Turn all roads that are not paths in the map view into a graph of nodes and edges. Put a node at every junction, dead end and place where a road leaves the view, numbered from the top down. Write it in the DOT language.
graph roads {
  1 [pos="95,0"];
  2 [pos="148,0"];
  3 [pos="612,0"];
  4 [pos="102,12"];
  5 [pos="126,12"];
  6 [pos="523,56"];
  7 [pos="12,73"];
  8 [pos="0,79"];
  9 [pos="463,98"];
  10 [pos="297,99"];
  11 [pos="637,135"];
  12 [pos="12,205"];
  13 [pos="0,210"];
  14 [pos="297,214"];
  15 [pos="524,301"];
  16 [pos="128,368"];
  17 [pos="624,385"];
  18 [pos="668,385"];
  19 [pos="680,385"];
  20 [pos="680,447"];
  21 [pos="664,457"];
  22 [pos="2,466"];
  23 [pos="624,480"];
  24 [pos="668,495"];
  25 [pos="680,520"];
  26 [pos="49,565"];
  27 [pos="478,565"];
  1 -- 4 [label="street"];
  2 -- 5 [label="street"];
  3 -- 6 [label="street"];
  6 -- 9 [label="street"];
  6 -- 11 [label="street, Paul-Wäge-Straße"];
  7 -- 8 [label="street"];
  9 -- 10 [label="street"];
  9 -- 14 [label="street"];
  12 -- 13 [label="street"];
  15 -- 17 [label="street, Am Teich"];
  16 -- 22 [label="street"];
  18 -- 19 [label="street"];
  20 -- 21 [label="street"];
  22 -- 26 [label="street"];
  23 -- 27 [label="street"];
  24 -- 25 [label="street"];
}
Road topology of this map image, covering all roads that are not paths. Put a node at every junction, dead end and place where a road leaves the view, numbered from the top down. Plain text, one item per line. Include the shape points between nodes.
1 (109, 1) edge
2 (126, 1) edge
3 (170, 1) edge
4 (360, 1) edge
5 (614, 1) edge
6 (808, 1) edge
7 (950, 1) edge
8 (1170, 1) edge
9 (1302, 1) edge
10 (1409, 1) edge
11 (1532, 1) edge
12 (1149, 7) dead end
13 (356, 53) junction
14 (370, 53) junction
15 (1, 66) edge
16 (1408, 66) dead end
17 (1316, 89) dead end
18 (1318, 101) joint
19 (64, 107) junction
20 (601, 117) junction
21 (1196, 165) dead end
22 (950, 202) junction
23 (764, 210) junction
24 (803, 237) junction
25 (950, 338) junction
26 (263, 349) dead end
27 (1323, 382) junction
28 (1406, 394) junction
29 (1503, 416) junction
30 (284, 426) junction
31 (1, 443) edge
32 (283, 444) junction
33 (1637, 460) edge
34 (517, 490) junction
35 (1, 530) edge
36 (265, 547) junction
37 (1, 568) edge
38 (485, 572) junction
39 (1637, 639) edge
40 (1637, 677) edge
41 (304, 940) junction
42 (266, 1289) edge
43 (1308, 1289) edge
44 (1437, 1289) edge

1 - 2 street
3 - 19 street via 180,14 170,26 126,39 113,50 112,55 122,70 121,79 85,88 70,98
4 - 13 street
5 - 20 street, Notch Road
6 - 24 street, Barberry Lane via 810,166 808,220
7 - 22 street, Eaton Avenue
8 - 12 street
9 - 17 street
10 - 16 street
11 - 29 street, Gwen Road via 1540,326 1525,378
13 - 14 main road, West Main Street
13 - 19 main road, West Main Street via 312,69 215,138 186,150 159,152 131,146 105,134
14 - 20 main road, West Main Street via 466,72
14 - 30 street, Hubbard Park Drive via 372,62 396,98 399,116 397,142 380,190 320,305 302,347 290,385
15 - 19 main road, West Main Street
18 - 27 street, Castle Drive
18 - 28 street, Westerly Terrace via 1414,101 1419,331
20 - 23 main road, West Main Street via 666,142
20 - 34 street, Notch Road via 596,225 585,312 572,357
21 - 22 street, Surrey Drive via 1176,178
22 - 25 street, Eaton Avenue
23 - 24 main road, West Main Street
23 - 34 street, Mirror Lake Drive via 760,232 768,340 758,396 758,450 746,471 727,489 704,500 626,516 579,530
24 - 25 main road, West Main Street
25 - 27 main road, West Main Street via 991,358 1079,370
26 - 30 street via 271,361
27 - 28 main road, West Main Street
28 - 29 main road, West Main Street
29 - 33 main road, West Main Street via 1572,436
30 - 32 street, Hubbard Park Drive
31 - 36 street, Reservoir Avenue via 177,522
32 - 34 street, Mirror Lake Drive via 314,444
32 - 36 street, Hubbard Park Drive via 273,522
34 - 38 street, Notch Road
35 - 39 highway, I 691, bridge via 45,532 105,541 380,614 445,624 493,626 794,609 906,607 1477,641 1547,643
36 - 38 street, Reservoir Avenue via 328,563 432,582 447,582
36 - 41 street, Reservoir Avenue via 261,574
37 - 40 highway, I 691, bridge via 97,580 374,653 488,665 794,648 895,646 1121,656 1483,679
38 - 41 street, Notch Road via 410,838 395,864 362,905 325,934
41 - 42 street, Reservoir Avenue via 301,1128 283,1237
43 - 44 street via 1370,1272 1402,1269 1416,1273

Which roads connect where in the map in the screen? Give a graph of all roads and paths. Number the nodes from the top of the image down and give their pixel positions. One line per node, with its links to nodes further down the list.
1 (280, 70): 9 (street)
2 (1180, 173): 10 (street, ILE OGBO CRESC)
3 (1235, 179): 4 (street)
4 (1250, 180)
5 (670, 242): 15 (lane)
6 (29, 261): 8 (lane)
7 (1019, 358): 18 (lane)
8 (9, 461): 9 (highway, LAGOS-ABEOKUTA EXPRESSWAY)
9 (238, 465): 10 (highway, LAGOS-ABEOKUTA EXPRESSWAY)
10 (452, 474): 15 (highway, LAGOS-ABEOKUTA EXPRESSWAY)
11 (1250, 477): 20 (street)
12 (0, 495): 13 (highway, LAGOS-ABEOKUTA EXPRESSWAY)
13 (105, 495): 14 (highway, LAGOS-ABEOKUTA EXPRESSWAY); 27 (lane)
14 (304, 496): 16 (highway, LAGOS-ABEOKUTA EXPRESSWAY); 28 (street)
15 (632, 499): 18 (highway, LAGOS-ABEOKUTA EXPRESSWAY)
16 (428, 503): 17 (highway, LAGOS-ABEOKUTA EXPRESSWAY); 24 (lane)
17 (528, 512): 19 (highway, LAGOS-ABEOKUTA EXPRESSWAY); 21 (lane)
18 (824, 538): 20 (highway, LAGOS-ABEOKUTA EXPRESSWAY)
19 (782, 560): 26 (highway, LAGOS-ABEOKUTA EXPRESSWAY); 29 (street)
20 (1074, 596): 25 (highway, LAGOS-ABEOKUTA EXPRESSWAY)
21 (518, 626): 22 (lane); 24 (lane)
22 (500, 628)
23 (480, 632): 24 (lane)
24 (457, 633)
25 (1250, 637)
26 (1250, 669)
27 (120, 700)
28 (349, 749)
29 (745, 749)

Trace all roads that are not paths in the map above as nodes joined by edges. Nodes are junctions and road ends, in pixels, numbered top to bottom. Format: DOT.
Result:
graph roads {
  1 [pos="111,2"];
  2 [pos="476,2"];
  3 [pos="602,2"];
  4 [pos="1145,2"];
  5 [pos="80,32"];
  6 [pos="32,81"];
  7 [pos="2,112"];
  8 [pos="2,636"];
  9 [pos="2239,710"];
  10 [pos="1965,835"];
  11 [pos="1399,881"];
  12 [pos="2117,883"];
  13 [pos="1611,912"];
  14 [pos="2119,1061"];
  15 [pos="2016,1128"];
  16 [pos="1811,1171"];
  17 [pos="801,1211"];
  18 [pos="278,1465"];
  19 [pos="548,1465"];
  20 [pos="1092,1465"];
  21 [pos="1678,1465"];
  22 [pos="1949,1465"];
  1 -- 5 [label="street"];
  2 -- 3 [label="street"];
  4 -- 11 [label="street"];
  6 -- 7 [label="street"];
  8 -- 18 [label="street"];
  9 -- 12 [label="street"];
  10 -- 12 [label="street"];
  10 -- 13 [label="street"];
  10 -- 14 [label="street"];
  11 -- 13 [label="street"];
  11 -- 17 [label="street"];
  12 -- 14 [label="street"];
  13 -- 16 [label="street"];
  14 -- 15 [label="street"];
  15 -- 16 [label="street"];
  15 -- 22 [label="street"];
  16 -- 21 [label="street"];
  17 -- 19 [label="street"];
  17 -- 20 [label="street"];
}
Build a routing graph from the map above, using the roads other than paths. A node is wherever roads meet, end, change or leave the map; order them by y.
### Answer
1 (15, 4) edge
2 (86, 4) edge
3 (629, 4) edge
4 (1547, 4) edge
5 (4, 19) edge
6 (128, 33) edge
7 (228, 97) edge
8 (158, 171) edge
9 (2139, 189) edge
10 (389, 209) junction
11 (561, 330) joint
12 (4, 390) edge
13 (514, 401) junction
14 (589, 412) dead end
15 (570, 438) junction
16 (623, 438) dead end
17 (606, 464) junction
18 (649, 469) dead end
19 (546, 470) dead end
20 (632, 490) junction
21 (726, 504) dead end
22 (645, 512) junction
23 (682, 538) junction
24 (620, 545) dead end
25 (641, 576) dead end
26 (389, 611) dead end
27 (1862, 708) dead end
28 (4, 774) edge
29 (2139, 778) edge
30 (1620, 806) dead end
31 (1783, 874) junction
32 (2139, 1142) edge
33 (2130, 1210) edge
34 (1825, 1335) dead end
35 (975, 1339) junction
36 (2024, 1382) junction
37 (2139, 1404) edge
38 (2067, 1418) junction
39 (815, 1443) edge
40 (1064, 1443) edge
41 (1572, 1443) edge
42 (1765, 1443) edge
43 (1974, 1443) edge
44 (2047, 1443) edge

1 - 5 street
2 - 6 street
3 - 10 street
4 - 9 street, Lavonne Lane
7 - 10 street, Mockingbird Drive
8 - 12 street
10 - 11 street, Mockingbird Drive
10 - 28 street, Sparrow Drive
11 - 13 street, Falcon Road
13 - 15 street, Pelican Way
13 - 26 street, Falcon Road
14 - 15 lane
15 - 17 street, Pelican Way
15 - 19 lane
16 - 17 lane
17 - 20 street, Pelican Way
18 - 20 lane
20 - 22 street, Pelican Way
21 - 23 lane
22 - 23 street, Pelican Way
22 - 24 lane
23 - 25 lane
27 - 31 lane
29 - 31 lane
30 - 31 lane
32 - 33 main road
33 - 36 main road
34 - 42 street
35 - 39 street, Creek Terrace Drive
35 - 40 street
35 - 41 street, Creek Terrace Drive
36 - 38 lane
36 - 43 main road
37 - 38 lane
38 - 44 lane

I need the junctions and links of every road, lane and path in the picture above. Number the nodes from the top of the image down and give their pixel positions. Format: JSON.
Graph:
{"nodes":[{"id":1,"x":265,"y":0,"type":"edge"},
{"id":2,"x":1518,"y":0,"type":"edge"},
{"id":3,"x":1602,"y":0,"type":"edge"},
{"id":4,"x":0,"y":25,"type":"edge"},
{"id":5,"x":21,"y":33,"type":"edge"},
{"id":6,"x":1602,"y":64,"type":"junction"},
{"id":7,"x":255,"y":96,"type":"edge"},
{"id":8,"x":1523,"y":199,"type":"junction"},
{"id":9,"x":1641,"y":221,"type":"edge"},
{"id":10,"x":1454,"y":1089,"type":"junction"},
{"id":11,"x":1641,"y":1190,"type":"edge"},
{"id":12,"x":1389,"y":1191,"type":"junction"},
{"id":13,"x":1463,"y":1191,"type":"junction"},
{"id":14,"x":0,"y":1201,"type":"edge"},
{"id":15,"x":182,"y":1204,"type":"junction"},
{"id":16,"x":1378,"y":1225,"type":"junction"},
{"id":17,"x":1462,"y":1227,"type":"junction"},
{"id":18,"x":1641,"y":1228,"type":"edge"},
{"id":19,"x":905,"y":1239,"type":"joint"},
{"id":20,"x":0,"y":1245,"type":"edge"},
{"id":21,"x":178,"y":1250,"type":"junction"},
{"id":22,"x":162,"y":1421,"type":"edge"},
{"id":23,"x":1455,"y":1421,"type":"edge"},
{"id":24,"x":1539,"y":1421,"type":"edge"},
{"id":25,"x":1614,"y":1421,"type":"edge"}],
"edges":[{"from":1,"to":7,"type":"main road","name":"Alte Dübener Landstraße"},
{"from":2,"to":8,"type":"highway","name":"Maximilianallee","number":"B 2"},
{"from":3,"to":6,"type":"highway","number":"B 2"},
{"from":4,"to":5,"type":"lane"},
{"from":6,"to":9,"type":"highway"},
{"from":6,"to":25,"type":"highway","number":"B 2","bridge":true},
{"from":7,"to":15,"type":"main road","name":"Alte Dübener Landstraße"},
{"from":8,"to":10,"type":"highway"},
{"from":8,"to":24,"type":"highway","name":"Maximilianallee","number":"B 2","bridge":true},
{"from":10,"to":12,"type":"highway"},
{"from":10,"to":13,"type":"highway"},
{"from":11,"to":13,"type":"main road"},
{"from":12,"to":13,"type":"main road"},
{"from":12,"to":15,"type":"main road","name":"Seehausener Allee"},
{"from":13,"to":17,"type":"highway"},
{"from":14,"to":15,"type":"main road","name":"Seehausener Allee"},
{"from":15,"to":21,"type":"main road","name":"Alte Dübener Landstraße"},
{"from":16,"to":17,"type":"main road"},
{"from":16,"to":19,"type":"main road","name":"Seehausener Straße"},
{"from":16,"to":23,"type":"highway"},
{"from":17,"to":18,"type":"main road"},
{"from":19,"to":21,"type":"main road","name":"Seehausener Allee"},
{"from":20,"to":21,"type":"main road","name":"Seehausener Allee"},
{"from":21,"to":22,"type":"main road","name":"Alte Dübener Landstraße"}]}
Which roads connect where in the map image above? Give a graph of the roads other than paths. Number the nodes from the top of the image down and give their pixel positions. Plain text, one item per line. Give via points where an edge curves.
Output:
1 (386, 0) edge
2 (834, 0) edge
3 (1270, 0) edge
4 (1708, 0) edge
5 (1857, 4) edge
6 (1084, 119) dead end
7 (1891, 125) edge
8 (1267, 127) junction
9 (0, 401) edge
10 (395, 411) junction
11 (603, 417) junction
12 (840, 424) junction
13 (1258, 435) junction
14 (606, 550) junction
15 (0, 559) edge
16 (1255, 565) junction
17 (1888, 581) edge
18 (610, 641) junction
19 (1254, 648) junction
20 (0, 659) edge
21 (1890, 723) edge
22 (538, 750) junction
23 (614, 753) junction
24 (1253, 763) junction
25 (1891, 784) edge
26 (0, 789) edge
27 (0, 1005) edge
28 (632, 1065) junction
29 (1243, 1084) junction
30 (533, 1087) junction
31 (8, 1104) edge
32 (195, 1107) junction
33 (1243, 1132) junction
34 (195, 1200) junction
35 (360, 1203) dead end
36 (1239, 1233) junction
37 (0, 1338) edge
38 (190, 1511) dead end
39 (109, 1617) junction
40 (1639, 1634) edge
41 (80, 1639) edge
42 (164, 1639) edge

EXERCISE GOAL ▸ Each line of the material that has the word "bridge" belongs in the answer.

COMPLETED TASK ▸
35 - 39 highway, I 691, bridge via 45,532 105,541 380,614 445,624 493,626 794,609 906,607 1477,641 1547,643
37 - 40 highway, I 691, bridge via 97,580 374,653 488,665 794,648 895,646 1121,656 1483,679
{"from":6,"to":25,"type":"highway","number":"B 2","bridge":true},
{"from":8,"to":24,"type":"highway","name":"Maximilianallee","number":"B 2","bridge":true},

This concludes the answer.